Bolsonarista assassina petista
Há duas semanas, no espaço desta coluna eu escrevi: “o que há hoje entre muitos de nós é a forte impressão que polarizar está mais para a experiência do afastamento repulsivo provocado por um polo, do que propriamente a atração pelo outro.”
Não poderia prever, contudo, que minha aposta numa versão pessimista da polarização que vivemos, tão logo se transformaria em um caso fatídico de homicídio, o que na realidade transgrede a noção de polarização e nos avizinha da barbárie, quando um bolsonarista assassina um petista em uma festa de aniversário que estava decorada com elementos estéticos do PT.
Neste último domingo (10), na cidade de Foz do Iguaçu/PR, Marcelo Arruda, profissional de segurança pública da Guarda Municipal, foi assassinado durante a festa de comemoração do seu aniversário de 50 anos. Segundo consta nas informações disponíveis sobre o caso, a festa tematizada com símbolos do PT e imagens do ex-presidente Lula, foi antes interrompida quando houve uma indisposição entre, de um lado o aniversariante e de outro o policial da Polícia Federal Penal Jorge José da Rocha Guaranho, que bradava “é Bolsonaro.”
Após argumentação entre ambos, o que é sabido é que Jorge voltou para o local da festa e motivado por discordâncias político-ideológicas, invadiu o ambiente, atirou e matou Marcelo Arruda. Jorge José da Rocha Guaranho teve a sua prisão decretada pela Justiça, segundo declaração oficial do Ministério Público do Paraná na manhã de segunda (11), porém, ainda se encontra hospitalizado e em grave estado de saúde, atingido por tiros revidados no exercício de legítima defesa da vítima.
Não foi o presidente que invadiu a festa de um policial e atirou contra ele na frente da esposa e dos filhos. Portanto, pode parecer leviano co-responsabilizar o presidente pelo ocorrido. Ainda que possa ser ilustrativo lembrar um pequeno rol de falas do presidente, de antes do momento de ser um presidenciável até hoje.
Sobre perseguições políticas da ditadura, Bolsonaro disse em 2016: “o erro da ditadura foi torturar e não matar.”
Sobre negros, Bolsonaro disse em 2017: “eu fui num quilombo em Eldorado Paulista. Olha, o afrodescendente mais leve lá pesava sete arrobas. Não fazem nada! Eu acho que nem para procriador ele serve mais. Mais de R$ 1 bilhão por ano é gasto com eles.”
Sobre a oposição, Bolsonaro disse em 2018: “vamos fuzilar a petralhada aqui no Acre. Já que gosta tanto da Venezuela, essa turma tem que ir para lá.”

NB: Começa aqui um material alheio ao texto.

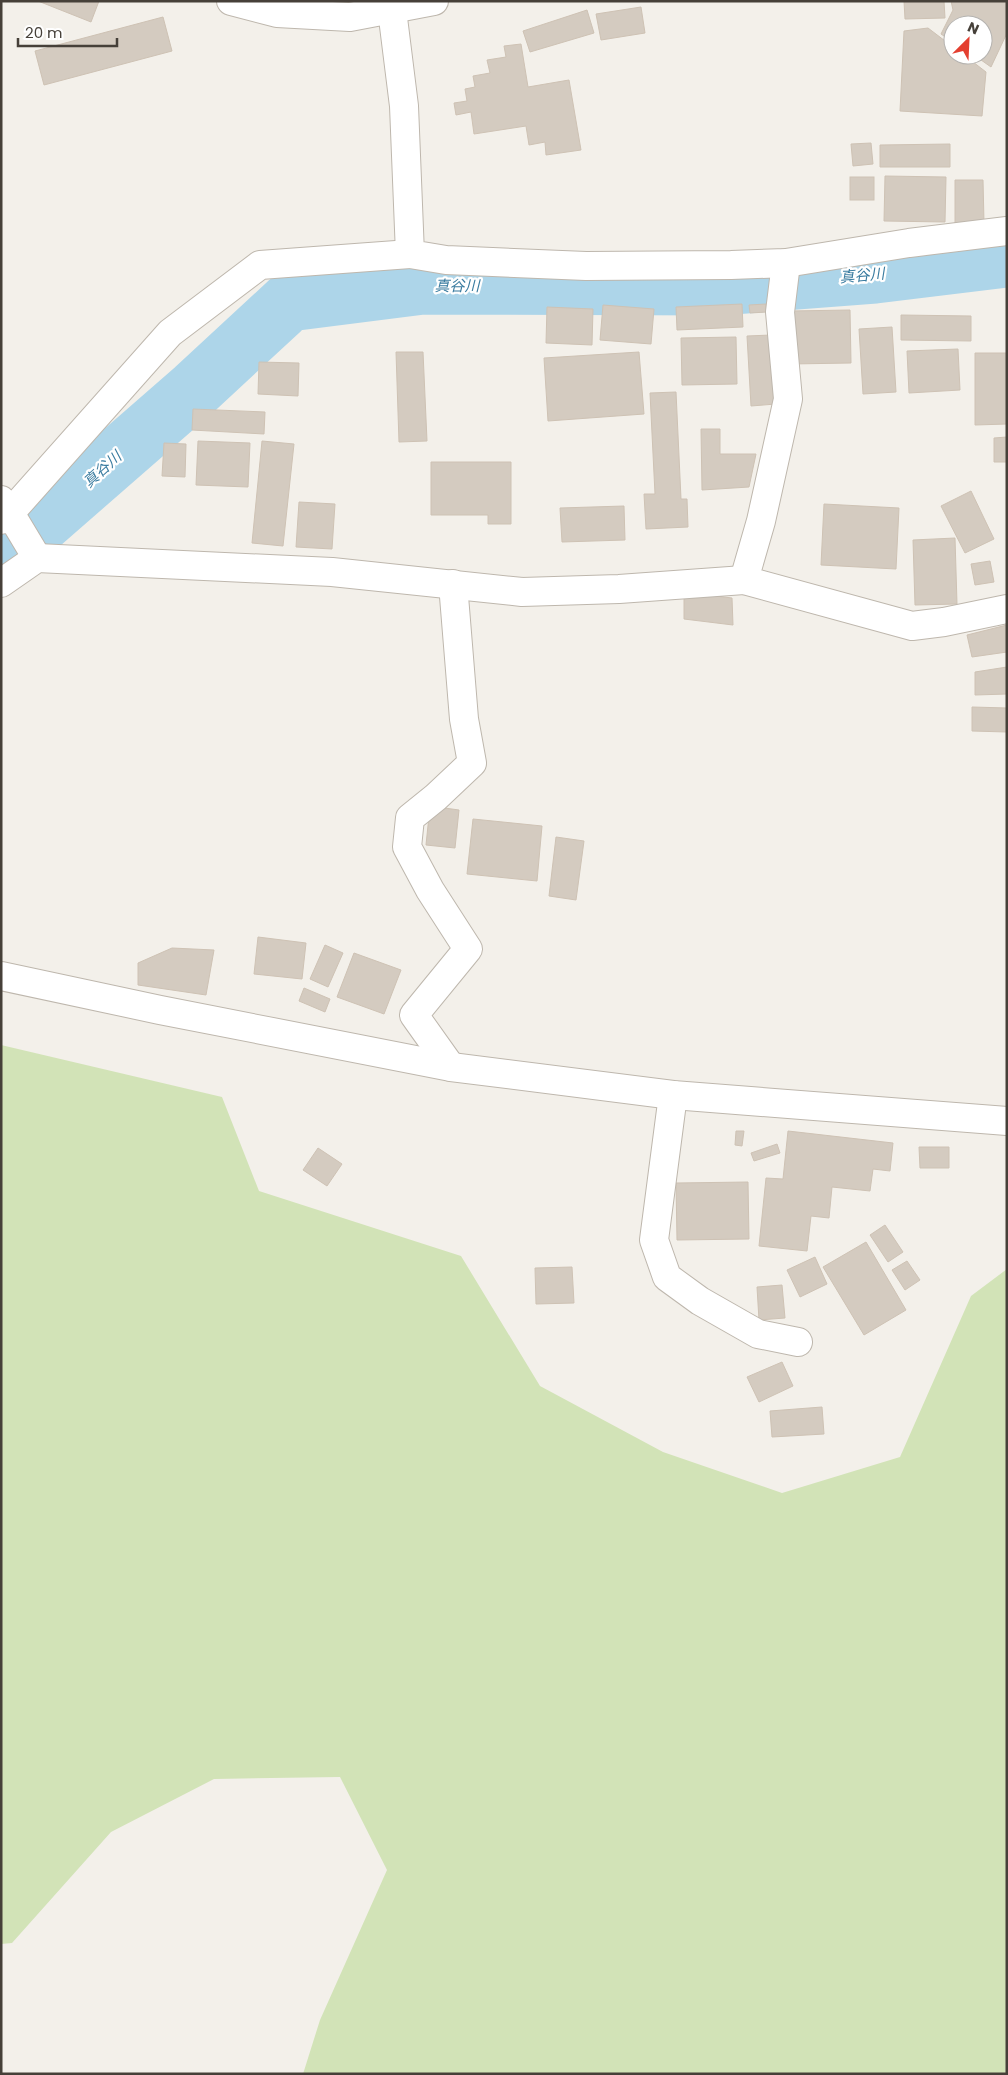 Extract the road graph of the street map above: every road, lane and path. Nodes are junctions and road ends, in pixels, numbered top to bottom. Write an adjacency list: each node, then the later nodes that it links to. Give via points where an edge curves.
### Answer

Sobre sexualidade, Bolsonaro disse em 2019: “o Brasil não pode ser o país do turismo gay. Quem quiser vir aqui fazer sexo com uma mulher fique à vontade. Agora, não pode ficar conhecido como paraíso do mundo gay…”.
Sobre a pandemia, Bolsonaro disse em 2020: “eu não sou coveiro”.
O literata e medievalista Umberto Eco costumava advogar a ideia filosófica nominalista de que as palavras dão às coisas uma existência. Mais ou menos como quando algo passa para o campo da realidade material, pois adquiriu contorno, relevo, forma, à medida que os enunciados sobre o algo o vivenciaram para além do mero som do discurso. Falar violentamente a partir de posições de poder, encoraja a repercussão de violências, às vezes justamente e perigosamente onde os limites entre o certo e o errado não têm absoluta clareza, como nos lugares da vida privada ou doméstica.
Ontem, Bolsonaro se correspondeu publicamente acerca do assassinato com a seguinte mensagem: ¨dispensamos qualquer tipo de apoio de quem pratica violência contra os opositores. A esse tipo de gente, peço que por coerência mude de lado e apoie a esquerda, que acumula histórico inegável de episódios violentos.¨
Cabe, então, a boa-fé de cada um ou a intransferível intuição de cada alma perdoá-lo por todos esses anos de discursos violentos, ou percebê-lo como um grande hipócrita que talvez tenha se dado conta da gravidade de tudo o que disse logo há três meses de tentar reeleger-se.
Meus sentimentos à família de Marcelo Arruda.